Goldblatt is the lead animator on “The Dolphin Bay Project,” a computer
interactive movie being produced for Mote by Immersion Studios of Canada. Sometime in summer 2005, the movie will debut at Mote’s new Immersion Cinema where 85 computer consoles will allow an audience of 170 to experience the unique combination of movie linked to video games.
Based on the Sarasota Dolphin Research Program, a joint project of Mote Marine Laboratory and the Chicago Zoological Society, the innovative entertainment experience relies on state-of-the-art computer animation to bring the underwater life of Sarasota dolphins to Mote visitors.

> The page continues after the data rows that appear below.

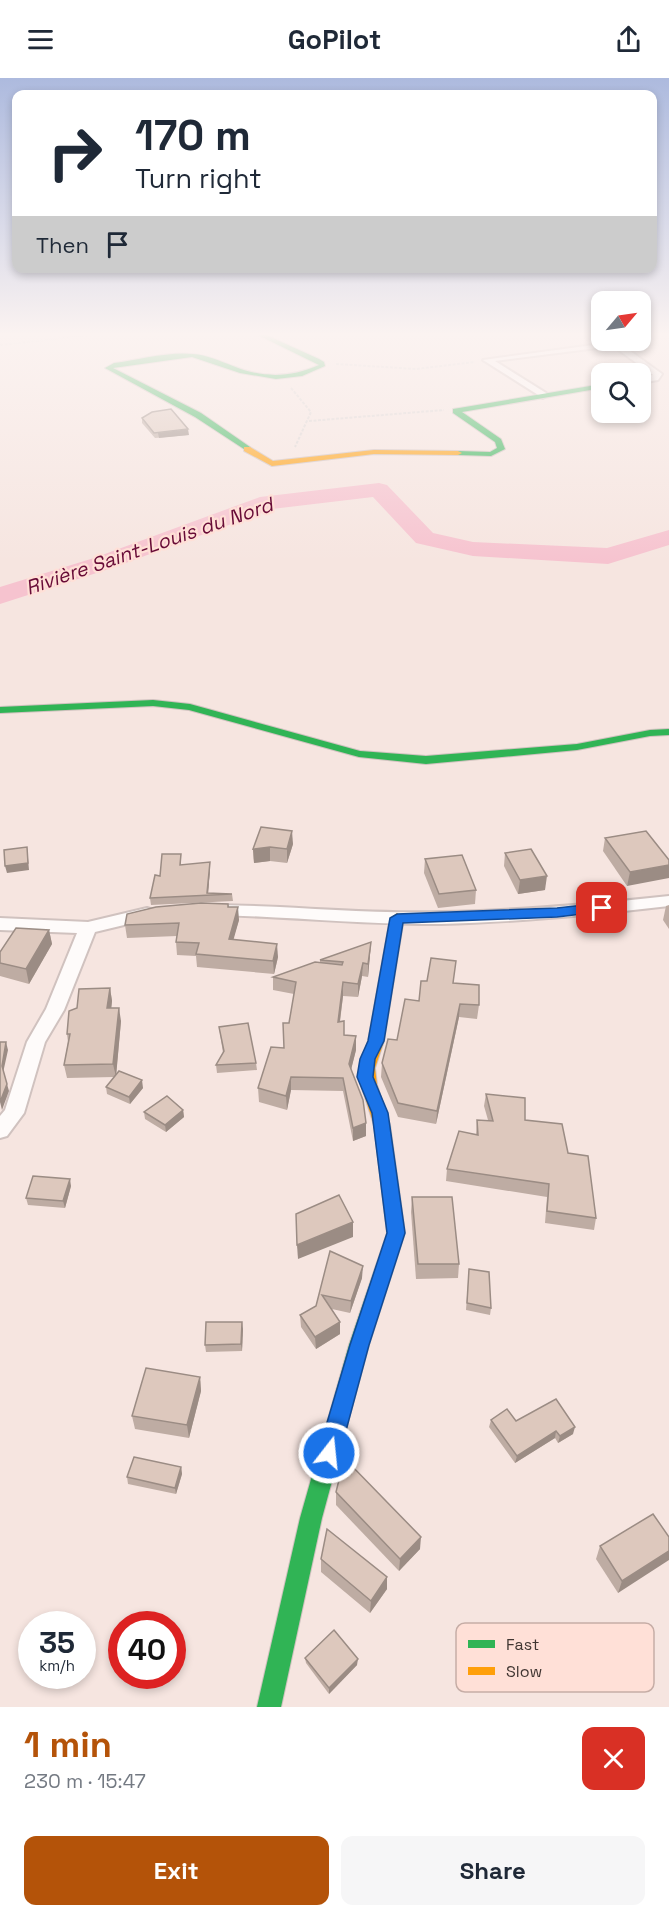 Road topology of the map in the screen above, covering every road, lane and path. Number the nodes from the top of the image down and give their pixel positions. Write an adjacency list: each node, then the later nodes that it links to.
1 (188, 410): 6 (street)
2 (310, 410): 5 (path)
3 (446, 410): 5 (path)
4 (457, 410): 6 (street)
5 (309, 421): 6 (path)
6 (290, 463)
7 (0, 711): 8 (street)
8 (669, 732)
9 (669, 901): 12 (street)
10 (202, 909): 12 (street)
11 (168, 911): 14 (street)
12 (397, 918): 16 (street)
13 (0, 924): 14 (street)
14 (88, 928): 15 (street)
15 (0, 1130)
16 (269, 1707) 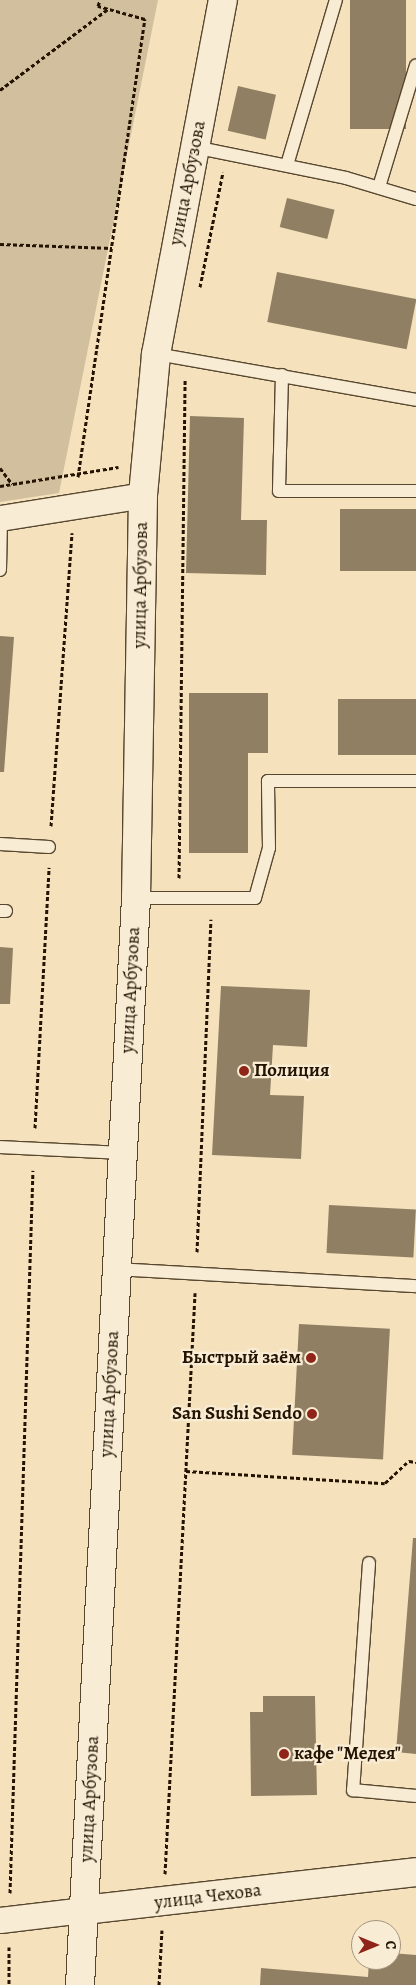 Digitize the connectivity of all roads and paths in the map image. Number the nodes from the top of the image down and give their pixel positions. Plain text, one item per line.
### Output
1 (100, 0) edge
2 (223, 0) edge
3 (336, 0) edge
4 (108, 9) junction
5 (416, 65) edge
6 (0, 90) edge
7 (194, 147) junction
8 (226, 154) junction
9 (286, 165) junction
10 (379, 187) junction
11 (416, 199) edge
12 (0, 244) edge
13 (112, 248) junction
14 (199, 290) dead end
15 (156, 354) junction
16 (186, 359) junction
17 (282, 375) junction
18 (416, 400) edge
19 (184, 457) junction
20 (146, 462) junction
21 (0, 468) edge
22 (79, 474) junction
23 (12, 484) junction
24 (0, 486) edge
25 (416, 491) edge
26 (143, 495) junction
27 (74, 506) junction
28 (0, 518) edge
29 (0, 570) edge
30 (416, 781) edge
31 (0, 844) edge
32 (49, 847) junction
33 (136, 898) junction
34 (179, 898) junction
35 (212, 898) junction
36 (0, 1147) edge
37 (34, 1149) junction
38 (122, 1153) junction
39 (117, 1269) junction
40 (196, 1273) junction
41 (416, 1286) edge
42 (416, 1462) edge
43 (186, 1472) junction
44 (369, 1563) dead end
45 (416, 1796) edge
46 (416, 1872) edge
47 (164, 1902) junction
48 (84, 1910) junction
49 (4, 1920) edge
50 (9, 1985) edge
51 (80, 1985) edge
52 (159, 1985) edge

1 - 4 path
2 - 7 street, улица Арбузова
3 - 9 lane
4 - 6 path
4 - 13 path
5 - 10 lane
7 - 8 lane
7 - 15 street, улица Арбузова
8 - 9 lane
8 - 14 path
9 - 10 lane
10 - 11 lane
12 - 13 path
13 - 22 path
15 - 16 lane
15 - 20 street, улица Арбузова
16 - 17 lane
16 - 19 path
17 - 18 lane
17 - 25 lane
19 - 20 path
19 - 34 path
20 - 22 path
20 - 26 street, улица Арбузова
21 - 23 path
22 - 23 path
22 - 27 path
23 - 24 path
26 - 27 street
26 - 33 street, улица Арбузова
27 - 28 street
27 - 32 path
28 - 29 lane
30 - 35 lane
31 - 32 lane
32 - 37 path
33 - 34 lane
33 - 38 street, улица Арбузова
34 - 35 lane
35 - 40 path
36 - 37 lane
37 - 38 lane
37 - 49 path
38 - 39 street, улица Арбузова
39 - 40 lane
39 - 48 street, улица Арбузова
40 - 41 lane
40 - 43 path
42 - 43 path
43 - 47 path
44 - 45 lane
46 - 47 street, улица Чехова
47 - 48 street, улица Чехова
47 - 52 path
48 - 49 street, улица Чехова
48 - 51 street, улица Арбузова
49 - 50 path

Animating dolphins and the watery world they inhabit is no small challenge – especially when the goal is not fantasy but photo realism. Today’s animation process is very different than the classic cell animation that Disney made famous in the 1930s and 40s. “With 2-D animation, an artist paints a picture,” Goldblatt said. “With 3-D animation, an artist sculpts the picture.”
Before starting, Goldblatt studied hundreds of bottlenose dolphins to understand their three-dimensional shapes. Then, using a 3-D program that is 20 to 30 times more powerful than 2-D programs commonly available to graphic designers, Goldblatt “sculpts” a dolphin out of polygons and paints the sculpture with a skin texture. Once a dolphin model has been created, then it can be animated.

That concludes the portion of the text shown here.